CONFA, NEI SECOLI FIDEL - WALTER SIMPATICO, CASINI ACIDO - P2, IO "CUSCINETTO" TRA SILVIO E INDRO - CRAXI, PRE-BLAIR - A DE MITA SAREBBE PIACIUTA UNA RETE4 IN MANO A TANZI - SE C'È DA MENARE, MENO.

Raffaella Polato per il "Corriere della Sera"


Trentacinque anni. Vissuti di corsa, sì. E però, dice lui, «non allarghiamoci: io stavo sul sedile di dietro». Pressato, poi, perché va bene il low profile ma lo sanno tutti da quanti fuoripista abbia recuperato quell'auto, Fedele Confalonieri concede: «Va beh, non è che stessi proprio solo a guardare. Ogni tanto la mia la dicevo». Era più che «ogni tanto», naturalmente. E solo «ogni tanto» Silvio Berlusconi non lo stava a sentire. Anche se lui, pure qui, schiva: «Ma mica c'è stata solo quella volta della discesa in campo. Comunque, faceva bene: i fatti hanno sempre dimostrato che aveva ragione lui».

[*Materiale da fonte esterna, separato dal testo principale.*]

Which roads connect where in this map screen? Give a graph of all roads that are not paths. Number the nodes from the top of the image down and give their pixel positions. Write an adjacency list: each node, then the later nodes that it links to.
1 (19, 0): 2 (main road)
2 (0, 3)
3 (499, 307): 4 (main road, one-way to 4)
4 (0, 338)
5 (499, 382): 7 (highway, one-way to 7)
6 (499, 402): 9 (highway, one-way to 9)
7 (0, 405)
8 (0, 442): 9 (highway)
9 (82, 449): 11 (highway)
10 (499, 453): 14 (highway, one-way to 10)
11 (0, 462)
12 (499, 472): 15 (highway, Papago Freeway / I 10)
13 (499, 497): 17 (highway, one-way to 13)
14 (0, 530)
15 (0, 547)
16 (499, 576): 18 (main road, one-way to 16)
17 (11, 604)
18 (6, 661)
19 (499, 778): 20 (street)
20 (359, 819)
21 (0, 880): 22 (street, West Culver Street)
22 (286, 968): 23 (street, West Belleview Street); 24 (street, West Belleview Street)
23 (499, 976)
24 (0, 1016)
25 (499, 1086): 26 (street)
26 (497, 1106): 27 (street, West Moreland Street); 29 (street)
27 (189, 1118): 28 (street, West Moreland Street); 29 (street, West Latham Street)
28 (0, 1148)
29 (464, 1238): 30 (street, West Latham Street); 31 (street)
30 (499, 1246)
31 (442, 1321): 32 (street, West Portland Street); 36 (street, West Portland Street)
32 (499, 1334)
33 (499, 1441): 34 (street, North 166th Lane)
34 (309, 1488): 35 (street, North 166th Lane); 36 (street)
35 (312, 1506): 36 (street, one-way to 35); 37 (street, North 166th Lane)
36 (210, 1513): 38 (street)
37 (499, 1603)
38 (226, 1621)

Lo dimostreranno anche adesso, scommette il presidente di Mediaset. «Sposato» professionalmente al Cav. da più tempo di quanto durino molti matrimoni, ossia da quel primo aprile 1973 in cui iniziò a lavorare per l'amico, ne è sicuro: «Non credo agli inciuci, non ce ne saranno. Però vedrete, se Silvio non vi stupirà ancora». Non con una «grande coalizione» al governo, se vincerà («Come penso», ovvio): «Con un diverso rapporto maggioranza- opposizione per fare le riforme di cui il Paese ha bisogno». E sì: grazie anche al fatto che «di là» c'è oggi Walter Veltroni, politico «che stimo, col quale si può dialogare».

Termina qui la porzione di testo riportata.